--- Dataset extract ---
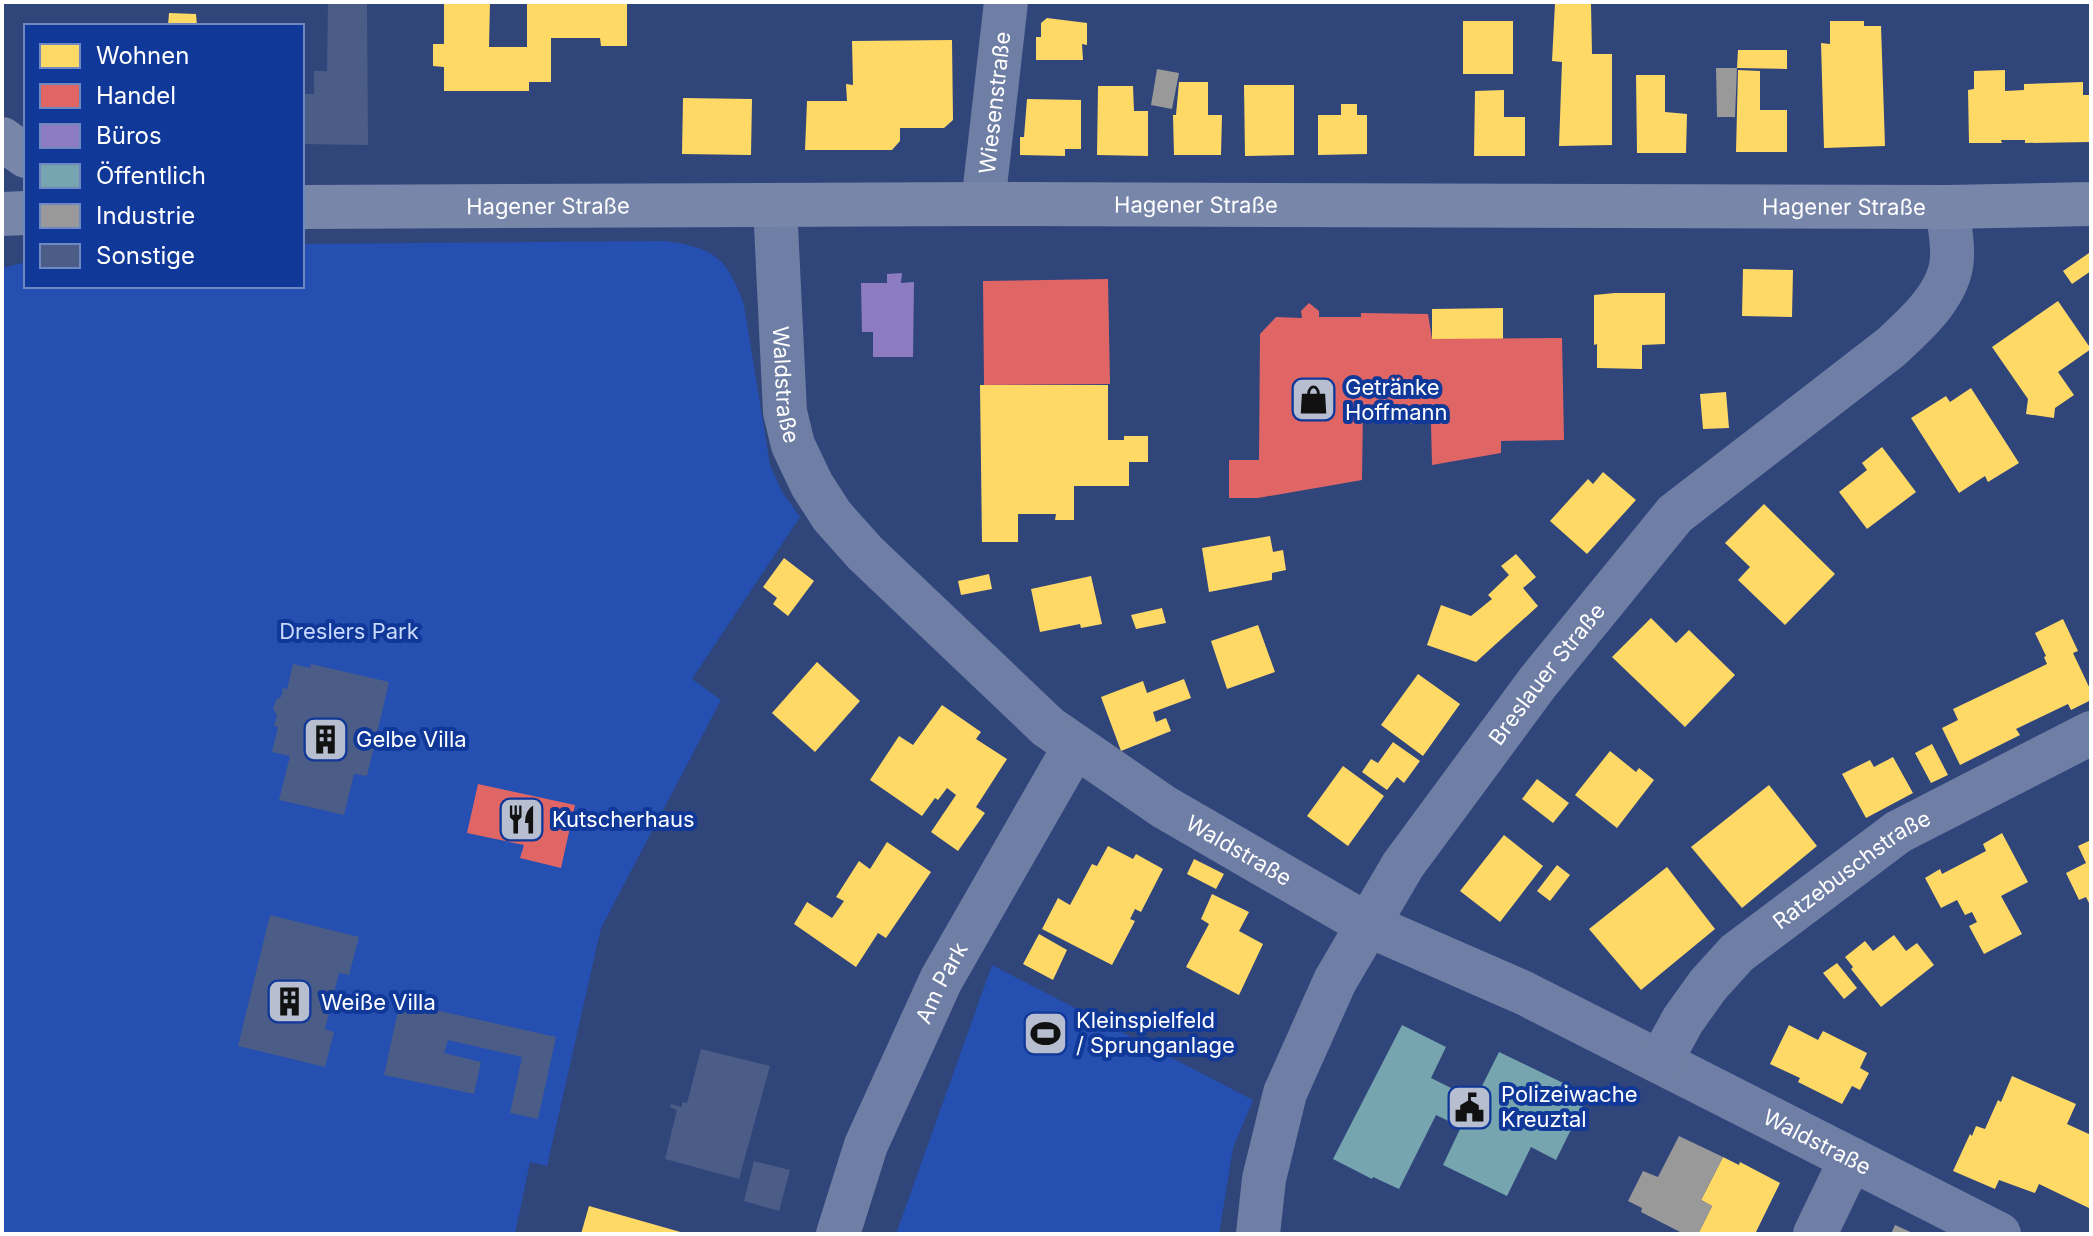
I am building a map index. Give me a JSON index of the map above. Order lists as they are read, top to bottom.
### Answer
{
  "streets": {
    "main road": ["Hagener Straße"],
    "street": [
      "Wiesenstraße",
      "Waldstraße",
      "Breslauer Straße",
      "Ratzebuschstraße",
      "Am Park"
    ]
  },
  "crossings": [
    ["Wiesenstraße", "Hagener Straße"],
    ["Hagener Straße", "Waldstraße"],
    ["Hagener Straße", "Breslauer Straße"],
    ["Waldstraße", "Breslauer Straße"],
    ["Waldstraße", "Ratzebuschstraße"],
    ["Waldstraße", "Am Park"]
  ],
  "parks": ["Dreslers Park"],
  "places": {
    "shop": ["Getränke Hoffmann"],
    "building": ["Gelbe Villa", "Weiße Villa"],
    "restaurant": ["Kutscherhaus"],
    "sports": ["Kleinspielfeld / Sprunganlage"],
    "public building": ["Polizeiwache Kreuztal"]
  },
  "legend": [
    "Wohnen",
    "Handel",
    "Büros",
    "Öffentlich",
    "Industrie",
    "Sonstige"
  ]
}
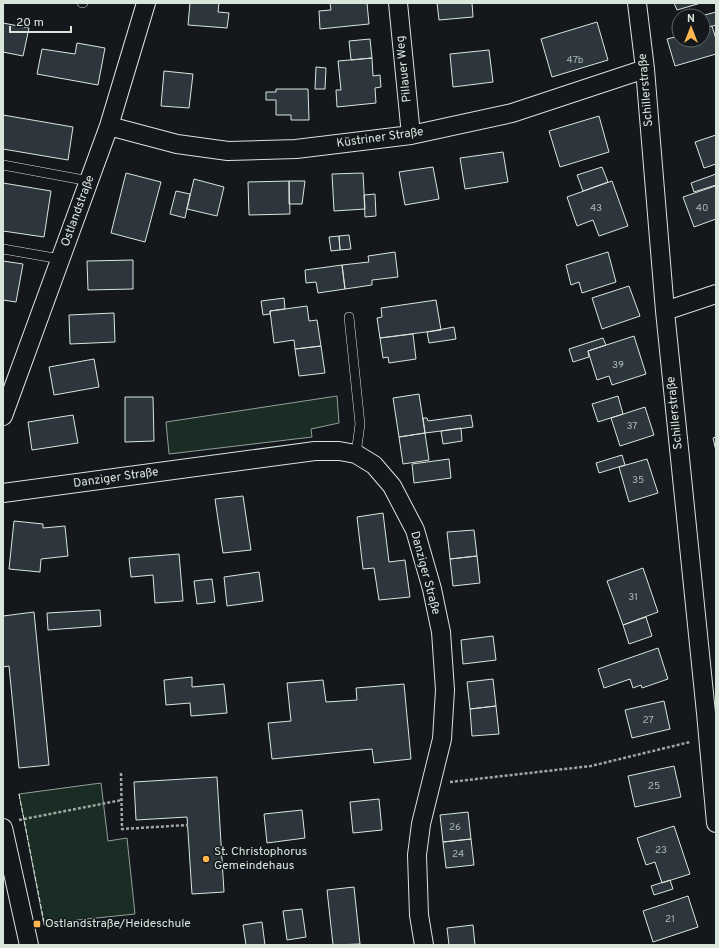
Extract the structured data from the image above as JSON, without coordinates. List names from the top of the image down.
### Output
---
» Instructions to follow: Look through the data above. Find each line with the string "JSON" and copy it.

» Written response:
I am building a map index. Give me a JSON index of the map above. Order lists as they are read, top to bottom.
Extract the structured data from the image above as JSON, without coordinates. List names from the top of the image down.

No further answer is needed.